● **Task objective**: Every record below must be retyped exactly, with the pictures left out.

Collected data
──────────

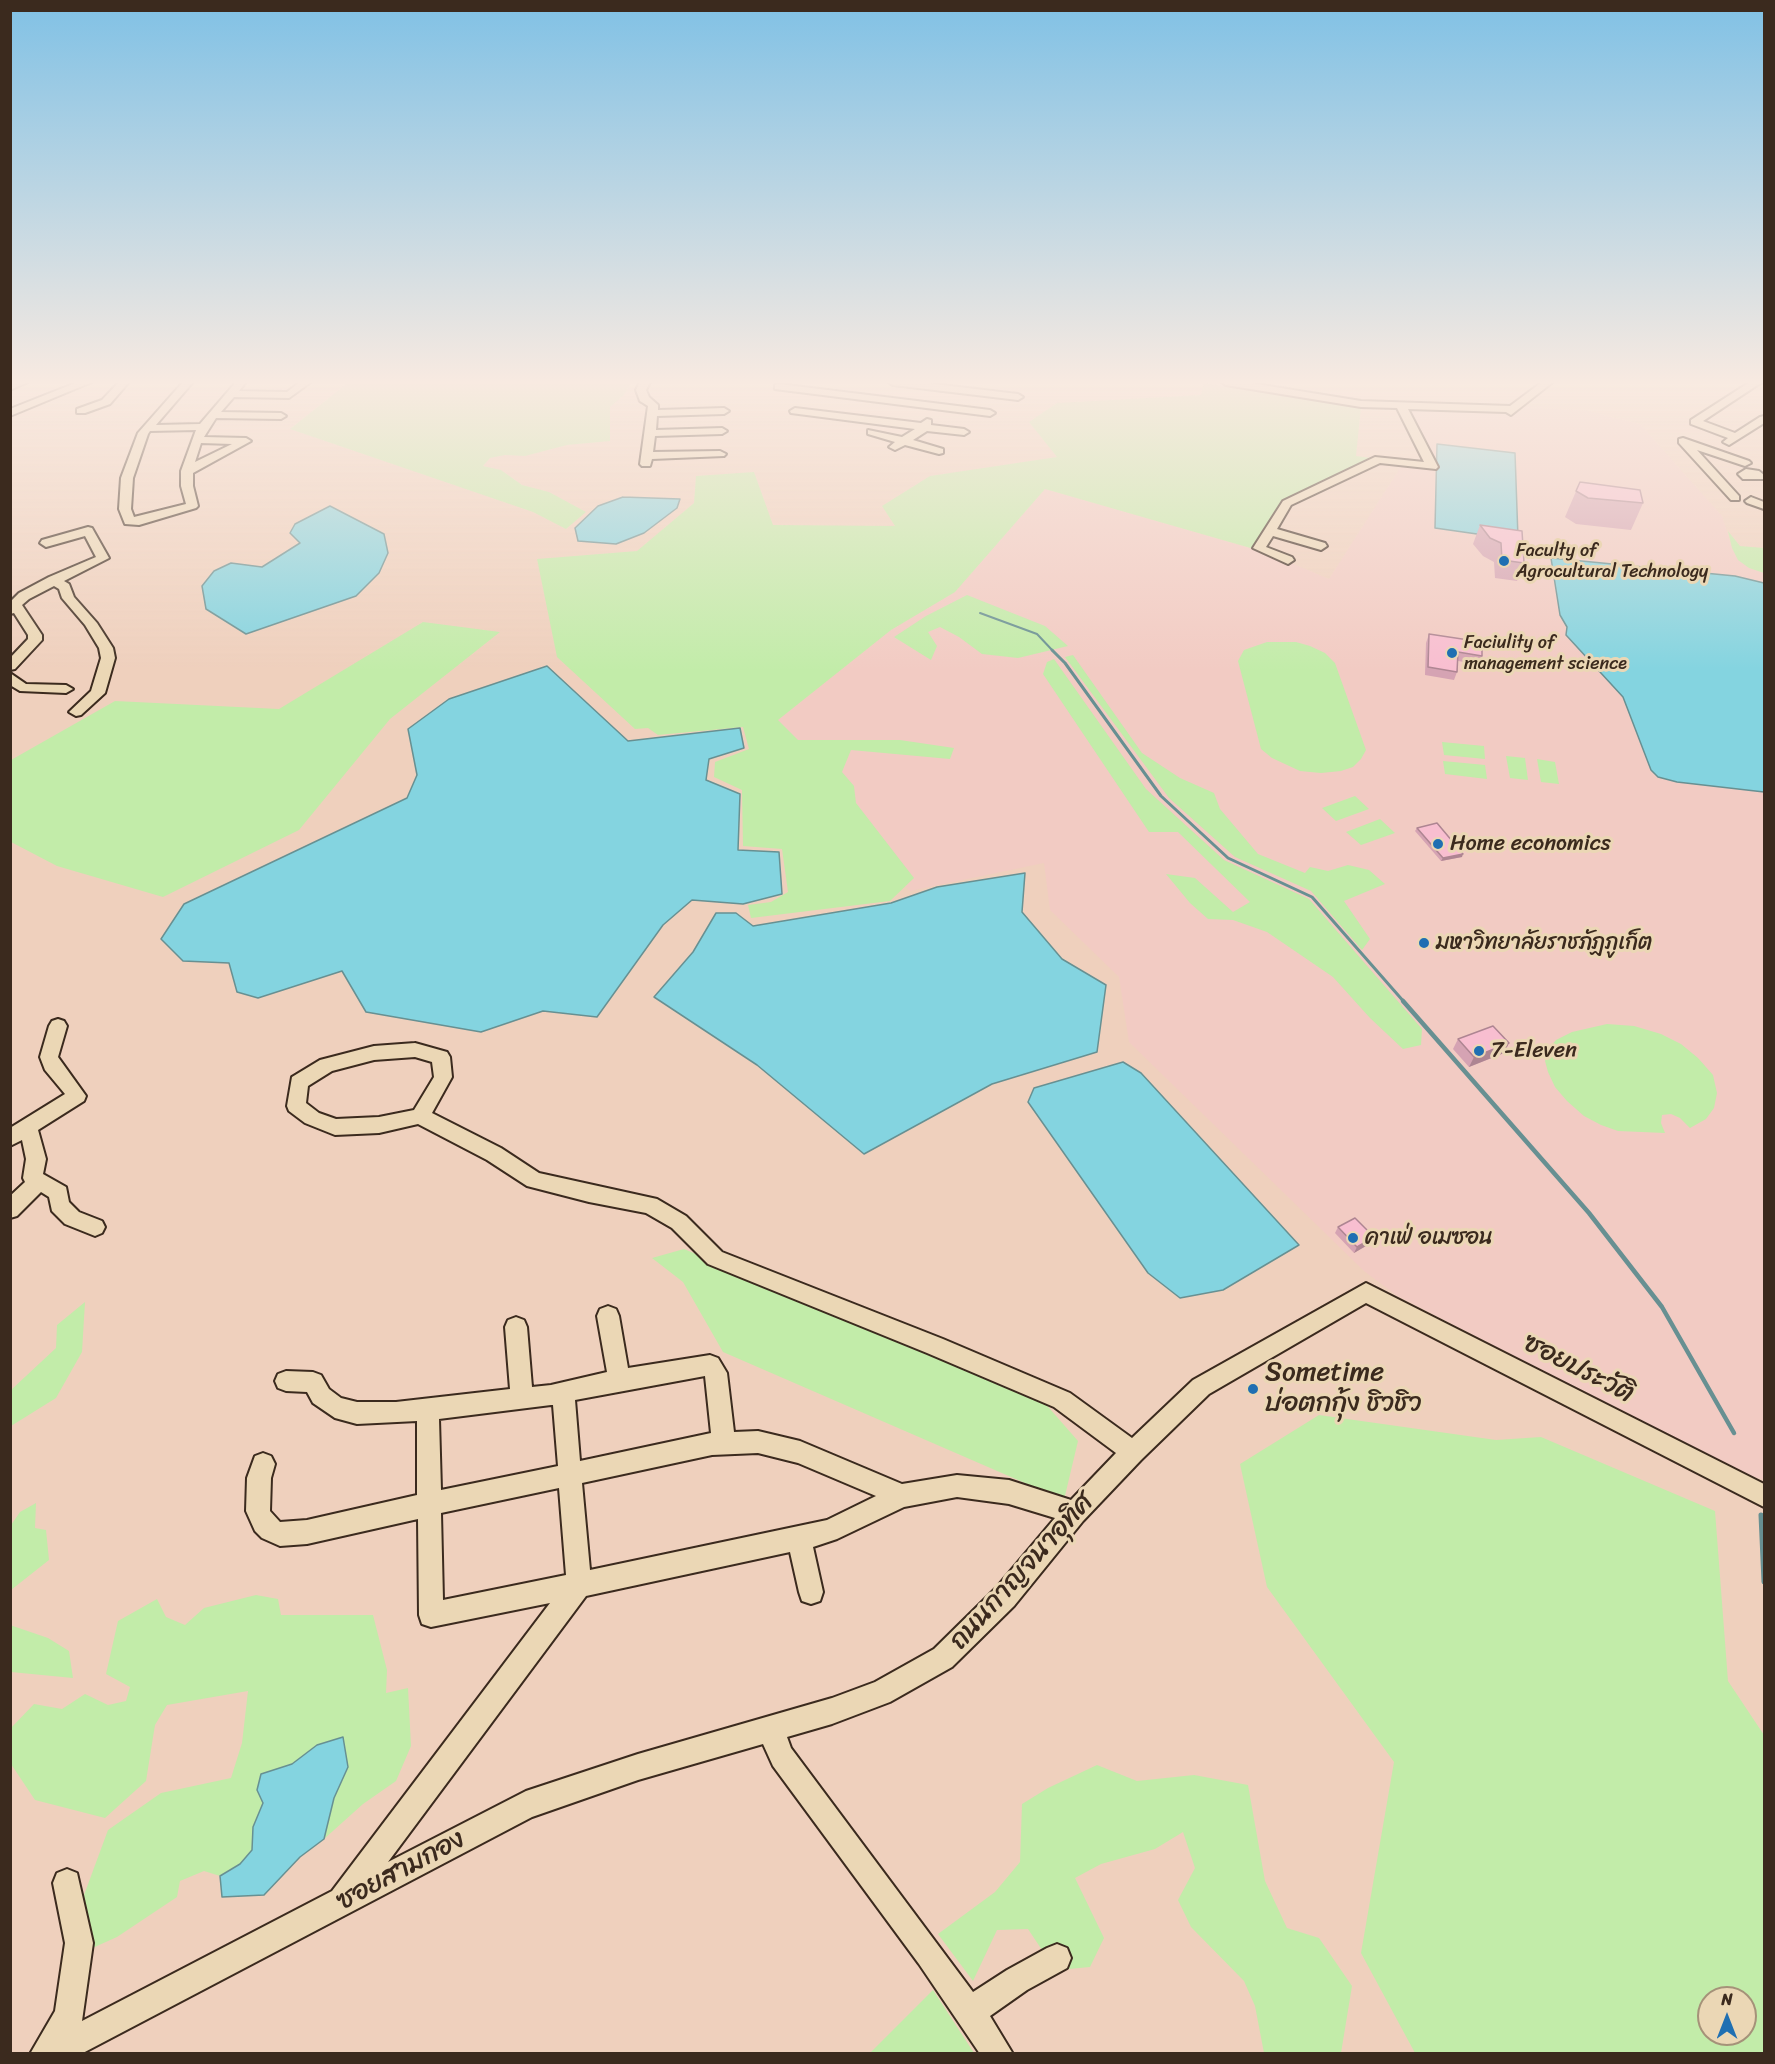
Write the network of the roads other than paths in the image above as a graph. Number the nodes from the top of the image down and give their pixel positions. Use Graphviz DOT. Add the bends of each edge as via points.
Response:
graph roads {
  1 [pos="127,478"];
  2 [pos="187,478"];
  3 [pos="1340,478"];
  4 [pos="1716,478"];
  5 [pos="1735,498"];
  6 [pos="1751,501"];
  7 [pos="1764,506"];
  8 [pos="1270,531"];
  9 [pos="46,543"];
  10 [pos="1321,546"];
  11 [pos="1288,560"];
  12 [pos="53,580"];
  13 [pos="10,591"];
  14 [pos="17,604"];
  15 [pos="10,666"];
  16 [pos="10,677"];
  17 [pos="66,689"];
  18 [pos="76,712"];
  19 [pos="58,1026"];
  20 [pos="420,1116"];
  21 [pos="28,1128"];
  22 [pos="10,1138"];
  23 [pos="39,1181"];
  24 [pos="10,1210"];
  25 [pos="95,1227"];
  26 [pos="1366,1292"];
  27 [pos="608,1316"];
  28 [pos="516,1327"];
  29 [pos="619,1380"];
  30 [pos="286,1381"];
  31 [pos="563,1392"];
  32 [pos="522,1399"];
  33 [pos="426,1411"];
  34 [pos="724,1444"];
  35 [pos="1133,1452"];
  36 [pos="263,1464"];
  37 [pos="568,1474"];
  38 [pos="902,1496"];
  39 [pos="1764,1496"];
  40 [pos="430,1503"];
  41 [pos="1075,1513"];
  42 [pos="799,1538"];
  43 [pos="579,1585"];
  44 [pos="811,1592"];
  45 [pos="771,1730"];
  46 [pos="67,1883"];
  47 [pos="339,1903"];
  48 [pos="1057,1958"];
  49 [pos="970,2012"];
  50 [pos="47,2054"];
  51 [pos="999,2054"];
  1 -- 2 [label="street" via="125,509 129,522 139,522 192,506"];
  3 -- 8 [label="street" via="1287,504"];
  4 -- 5 [label="street"];
  6 -- 7 [label="street"];
  8 -- 10 [label="street"];
  8 -- 11 [label="street" via="1260,549"];
  9 -- 12 [label="street" via="88,531 103,558"];
  12 -- 14 [label="street"];
  12 -- 18 [label="street" via="65,587 68,598 106,648 108,658 98,693"];
  13 -- 14 [label="street"];
  14 -- 15 [label="street" via="35,640"];
  16 -- 17 [label="street" via="25,688"];
  19 -- 21 [label="street" via="49,1057 77,1096"];
  20 -- 20 [label="street" via="443,1077 441,1057 415,1050 374,1053 327,1065 299,1082 296,1106 335,1127 379,1125"];
  20 -- 35 [label="street" via="494,1154 534,1180 650,1204 679,1222 715,1258 1062,1400"];
  21 -- 22 [label="street"];
  21 -- 23 [label="street" via="36,1159 33,1178"];
  23 -- 24 [label="street"];
  23 -- 25 [label="street" via="59,1193 59,1205 72,1218"];
  26 -- 35 [label="street, ถนนกาญจนาอุทิศ" via="1201,1387"];
  26 -- 39 [label="street, ซอยประวัติ"];
  27 -- 29 [label="street"];
  28 -- 32 [label="street"];
  29 -- 31 [label="street"];
  29 -- 34 [label="street" via="710,1365 716,1373"];
  30 -- 33 [label="street" via="313,1382 327,1403 357,1413"];
  31 -- 32 [label="street"];
  31 -- 37 [label="street"];
  32 -- 33 [label="street"];
  33 -- 40 [label="street"];
  34 -- 37 [label="street"];
  34 -- 38 [label="street" via="758,1442 800,1452"];
  35 -- 41 [label="street, ถนนกาญจนาอุทิศ"];
  36 -- 40 [label="street" via="258,1511 263,1523 280,1534 307,1532"];
  37 -- 40 [label="street"];
  37 -- 43 [label="street"];
  38 -- 41 [label="street" via="957,1486 1009,1492"];
  38 -- 42 [label="street" via="829,1531"];
  40 -- 43 [label="street" via="431,1615"];
  41 -- 45 [label="street, ถนนกาญจนาอุทิศ" via="1005,1597 943,1658 881,1693"];
  42 -- 43 [label="street"];
  42 -- 44 [label="street"];
  43 -- 47 [label="street"];
  45 -- 47 [label="street, ซอยสามกอง" via="638,1767 526,1805"];
  45 -- 49 [label="street" via="782,1757"];
  46 -- 50 [label="street" via="79,1943 69,2016"];
  47 -- 50 [label="street, ซอยสามกอง"];
  48 -- 49 [label="street"];
  49 -- 51 [label="street"];
}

──────────

● **Answer to this exercise**:
Write the network of the roads other than paths in the image above as a graph. Number the nodes from the top of the image down and give their pixel positions. Use Graphviz DOT. Add the bends of each edge as via points.
Response:
graph roads {
  1 [pos="127,478"];
  2 [pos="187,478"];
  3 [pos="1340,478"];
  4 [pos="1716,478"];
  5 [pos="1735,498"];
  6 [pos="1751,501"];
  7 [pos="1764,506"];
  8 [pos="1270,531"];
  9 [pos="46,543"];
  10 [pos="1321,546"];
  11 [pos="1288,560"];
  12 [pos="53,580"];
  13 [pos="10,591"];
  14 [pos="17,604"];
  15 [pos="10,666"];
  16 [pos="10,677"];
  17 [pos="66,689"];
  18 [pos="76,712"];
  19 [pos="58,1026"];
  20 [pos="420,1116"];
  21 [pos="28,1128"];
  22 [pos="10,1138"];
  23 [pos="39,1181"];
  24 [pos="10,1210"];
  25 [pos="95,1227"];
  26 [pos="1366,1292"];
  27 [pos="608,1316"];
  28 [pos="516,1327"];
  29 [pos="619,1380"];
  30 [pos="286,1381"];
  31 [pos="563,1392"];
  32 [pos="522,1399"];
  33 [pos="426,1411"];
  34 [pos="724,1444"];
  35 [pos="1133,1452"];
  36 [pos="263,1464"];
  37 [pos="568,1474"];
  38 [pos="902,1496"];
  39 [pos="1764,1496"];
  40 [pos="430,1503"];
  41 [pos="1075,1513"];
  42 [pos="799,1538"];
  43 [pos="579,1585"];
  44 [pos="811,1592"];
  45 [pos="771,1730"];
  46 [pos="67,1883"];
  47 [pos="339,1903"];
  48 [pos="1057,1958"];
  49 [pos="970,2012"];
  50 [pos="47,2054"];
  51 [pos="999,2054"];
  1 -- 2 [label="street" via="125,509 129,522 139,522 192,506"];
  3 -- 8 [label="street" via="1287,504"];
  4 -- 5 [label="street"];
  6 -- 7 [label="street"];
  8 -- 10 [label="street"];
  8 -- 11 [label="street" via="1260,549"];
  9 -- 12 [label="street" via="88,531 103,558"];
  12 -- 14 [label="street"];
  12 -- 18 [label="street" via="65,587 68,598 106,648 108,658 98,693"];
  13 -- 14 [label="street"];
  14 -- 15 [label="street" via="35,640"];
  16 -- 17 [label="street" via="25,688"];
  19 -- 21 [label="street" via="49,1057 77,1096"];
  20 -- 20 [label="street" via="443,1077 441,1057 415,1050 374,1053 327,1065 299,1082 296,1106 335,1127 379,1125"];
  20 -- 35 [label="street" via="494,1154 534,1180 650,1204 679,1222 715,1258 1062,1400"];
  21 -- 22 [label="street"];
  21 -- 23 [label="street" via="36,1159 33,1178"];
  23 -- 24 [label="street"];
  23 -- 25 [label="street" via="59,1193 59,1205 72,1218"];
  26 -- 35 [label="street, ถนนกาญจนาอุทิศ" via="1201,1387"];
  26 -- 39 [label="street, ซอยประวัติ"];
  27 -- 29 [label="street"];
  28 -- 32 [label="street"];
  29 -- 31 [label="street"];
  29 -- 34 [label="street" via="710,1365 716,1373"];
  30 -- 33 [label="street" via="313,1382 327,1403 357,1413"];
  31 -- 32 [label="street"];
  31 -- 37 [label="street"];
  32 -- 33 [label="street"];
  33 -- 40 [label="street"];
  34 -- 37 [label="street"];
  34 -- 38 [label="street" via="758,1442 800,1452"];
  35 -- 41 [label="street, ถนนกาญจนาอุทิศ"];
  36 -- 40 [label="street" via="258,1511 263,1523 280,1534 307,1532"];
  37 -- 40 [label="street"];
  37 -- 43 [label="street"];
  38 -- 41 [label="street" via="957,1486 1009,1492"];
  38 -- 42 [label="street" via="829,1531"];
  40 -- 43 [label="street" via="431,1615"];
  41 -- 45 [label="street, ถนนกาญจนาอุทิศ" via="1005,1597 943,1658 881,1693"];
  42 -- 43 [label="street"];
  42 -- 44 [label="street"];
  43 -- 47 [label="street"];
  45 -- 47 [label="street, ซอยสามกอง" via="638,1767 526,1805"];
  45 -- 49 [label="street" via="782,1757"];
  46 -- 50 [label="street" via="79,1943 69,2016"];
  47 -- 50 [label="street, ซอยสามกอง"];
  48 -- 49 [label="street"];
  49 -- 51 [label="street"];
}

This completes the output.